Start of Block

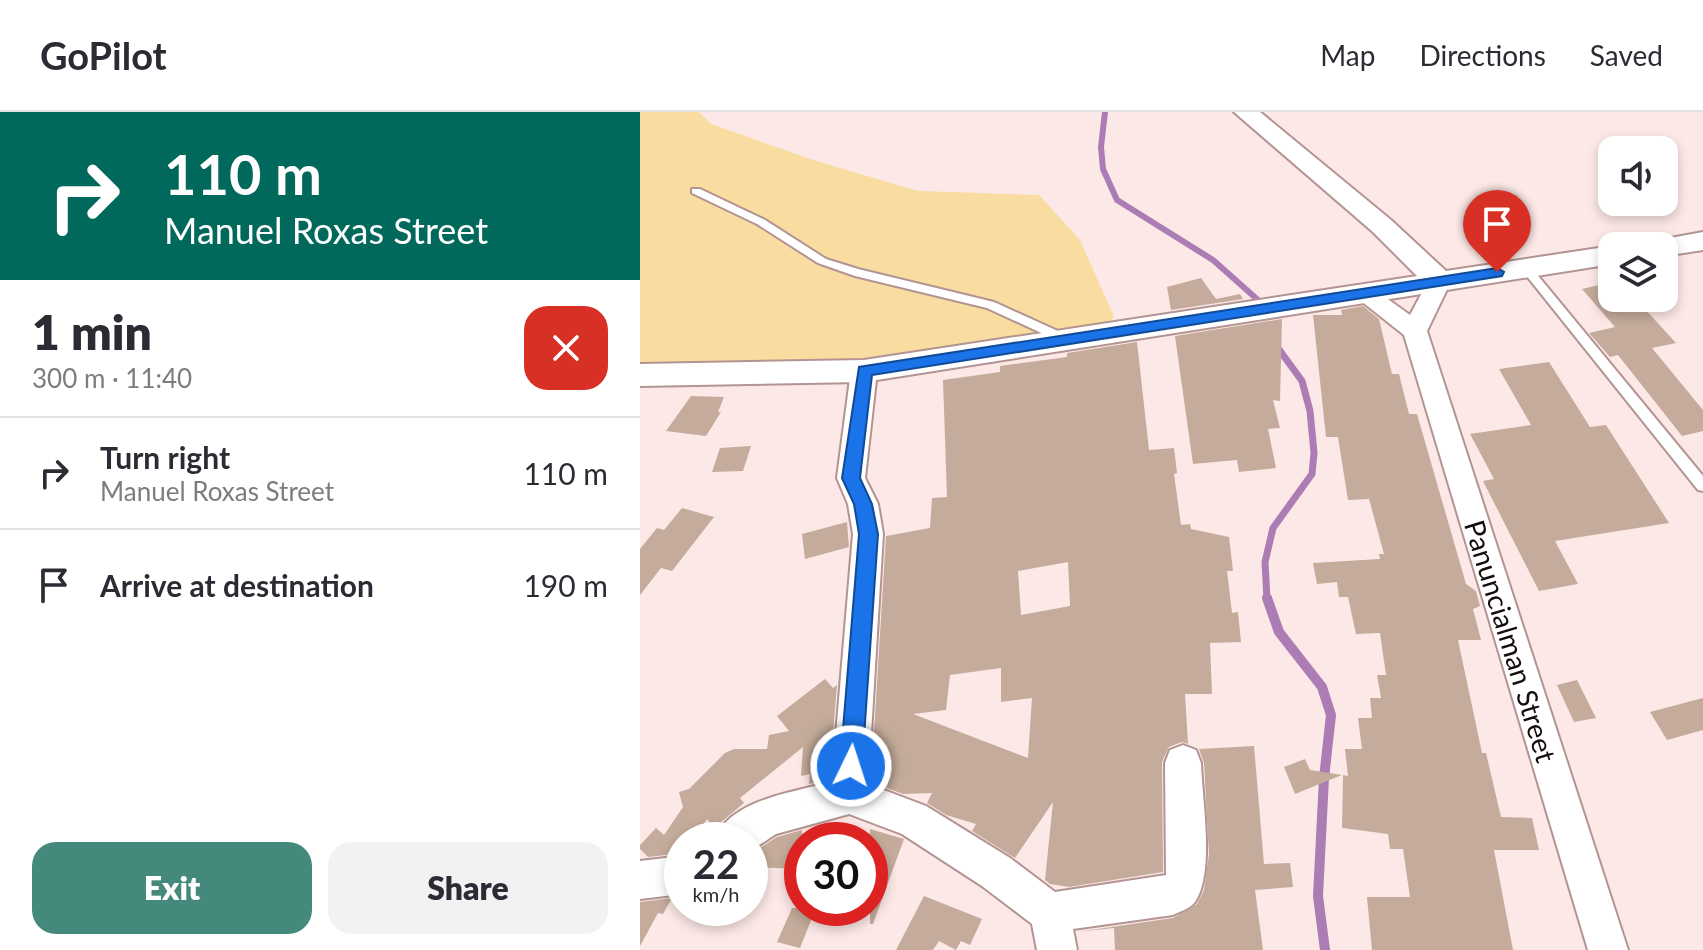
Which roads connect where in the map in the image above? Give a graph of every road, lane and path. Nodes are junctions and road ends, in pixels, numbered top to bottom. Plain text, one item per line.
1 (1246, 112) edge
2 (1258, 112) edge
3 (696, 191) dead end
4 (1703, 241) edge
5 (1678, 245) edge
6 (1598, 257) edge
7 (1526, 268) junction
8 (1439, 281) junction
9 (1363, 293) junction
10 (1415, 331) junction
11 (1067, 340) junction
12 (864, 371) junction
13 (640, 375) edge
14 (1703, 486) edge
15 (1183, 763) dead end
16 (849, 796) junction
17 (760, 822) edge
18 (664, 877) edge
19 (640, 880) edge
20 (1053, 932) edge
21 (1608, 950) edge

1 - 8 street
2 - 8 street
3 - 11 lane
4 - 5 street
6 - 7 street
7 - 8 street
7 - 14 lane
8 - 9 street
8 - 10 street
9 - 10 street
9 - 11 street
10 - 21 street, Panuncialman Street
11 - 12 street
12 - 13 street
12 - 16 street
15 - 20 street
16 - 17 street
16 - 20 street
18 - 19 street

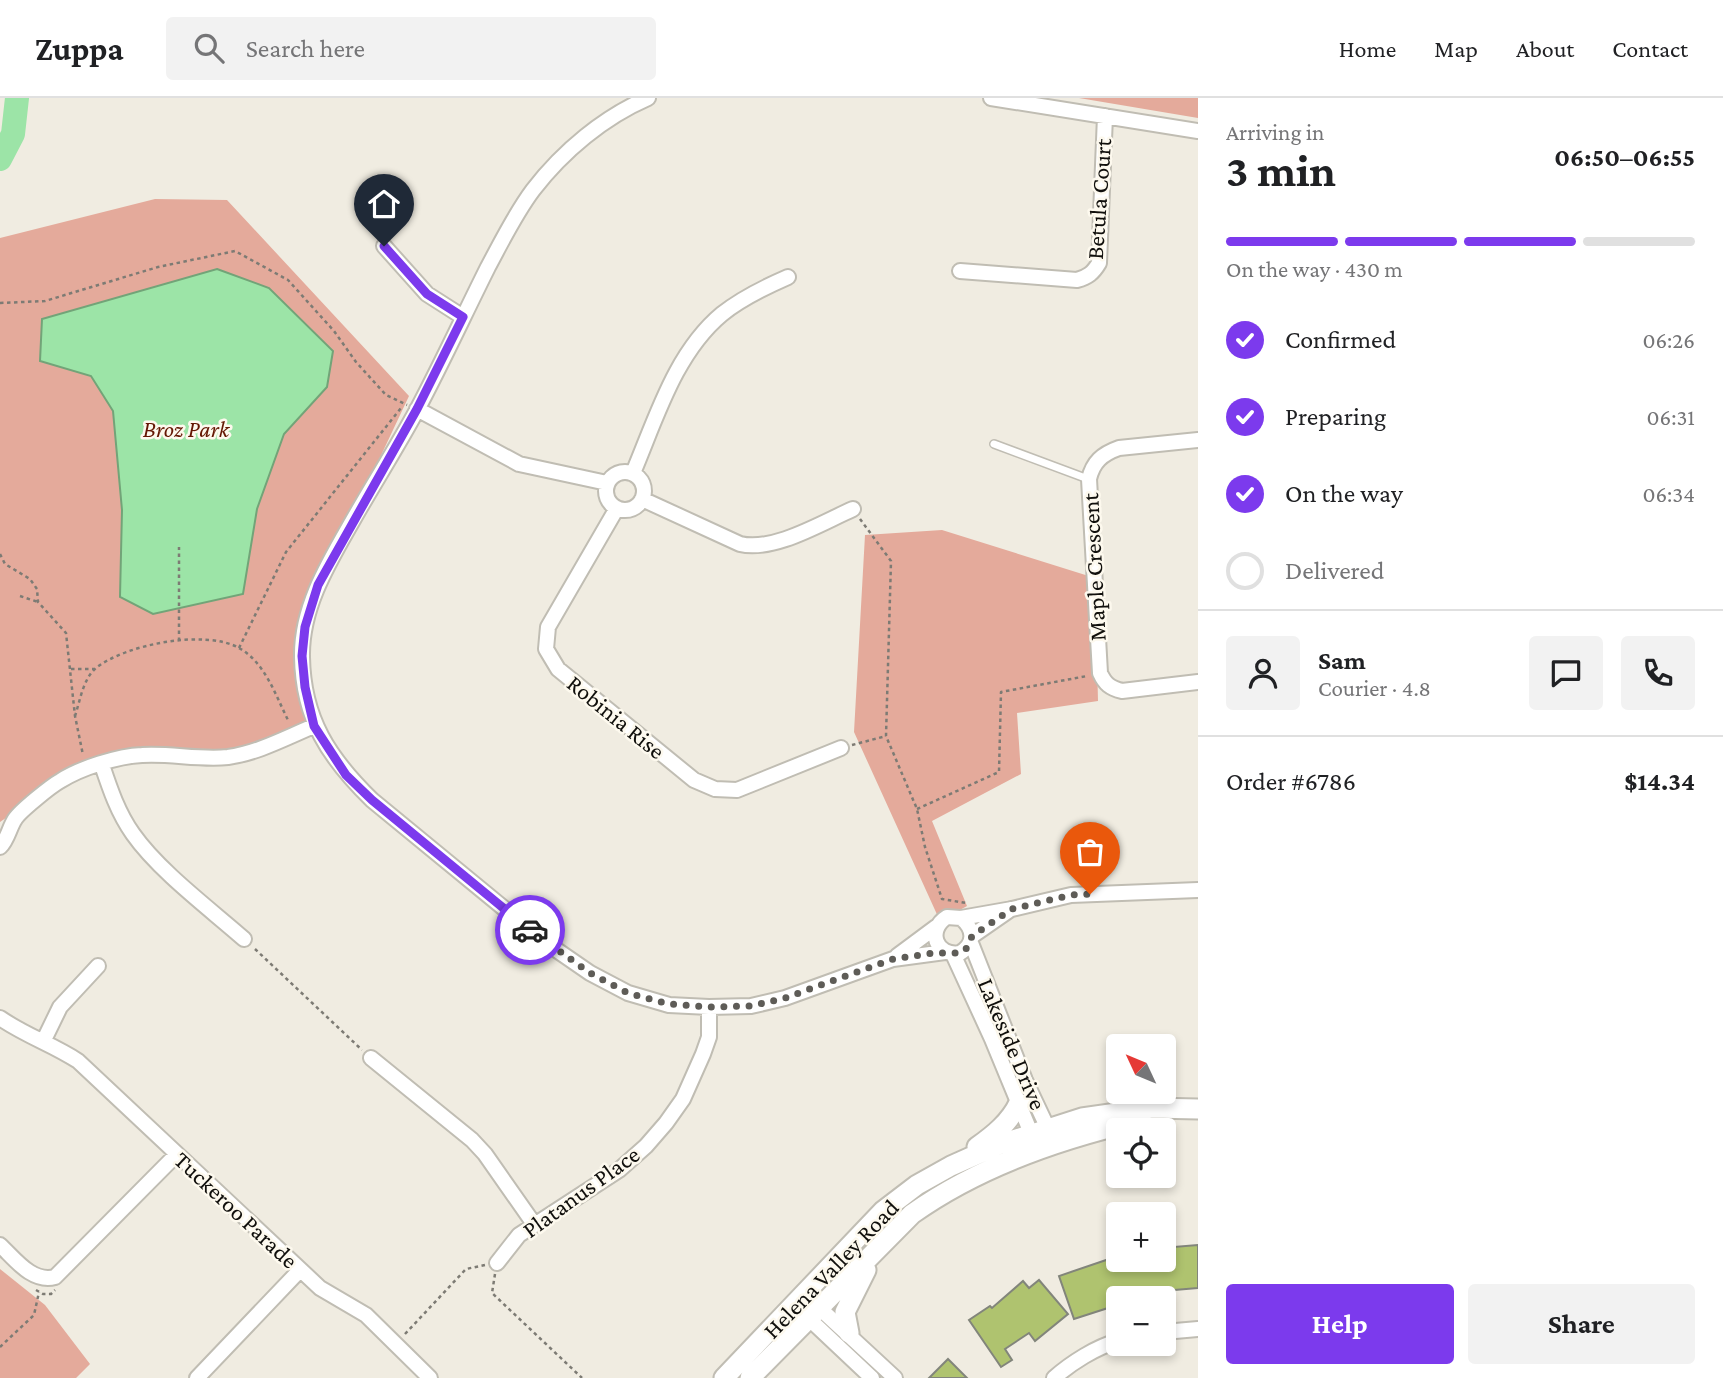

End of Block

What is required
Each line of the data above should be reproduced without alteration, and no picture should appear in the copy.

Answer to the problem
Which roads connect where in the map in the image above? Give a graph of every road, lane and path. Nodes are junctions and road ends, in pixels, numbered top to bottom. Plain text, one item per line.
1 (1246, 112) edge
2 (1258, 112) edge
3 (696, 191) dead end
4 (1703, 241) edge
5 (1678, 245) edge
6 (1598, 257) edge
7 (1526, 268) junction
8 (1439, 281) junction
9 (1363, 293) junction
10 (1415, 331) junction
11 (1067, 340) junction
12 (864, 371) junction
13 (640, 375) edge
14 (1703, 486) edge
15 (1183, 763) dead end
16 (849, 796) junction
17 (760, 822) edge
18 (664, 877) edge
19 (640, 880) edge
20 (1053, 932) edge
21 (1608, 950) edge

1 - 8 street
2 - 8 street
3 - 11 lane
4 - 5 street
6 - 7 street
7 - 8 street
7 - 14 lane
8 - 9 street
8 - 10 street
9 - 10 street
9 - 11 street
10 - 21 street, Panuncialman Street
11 - 12 street
12 - 13 street
12 - 16 street
15 - 20 street
16 - 17 street
16 - 20 street
18 - 19 street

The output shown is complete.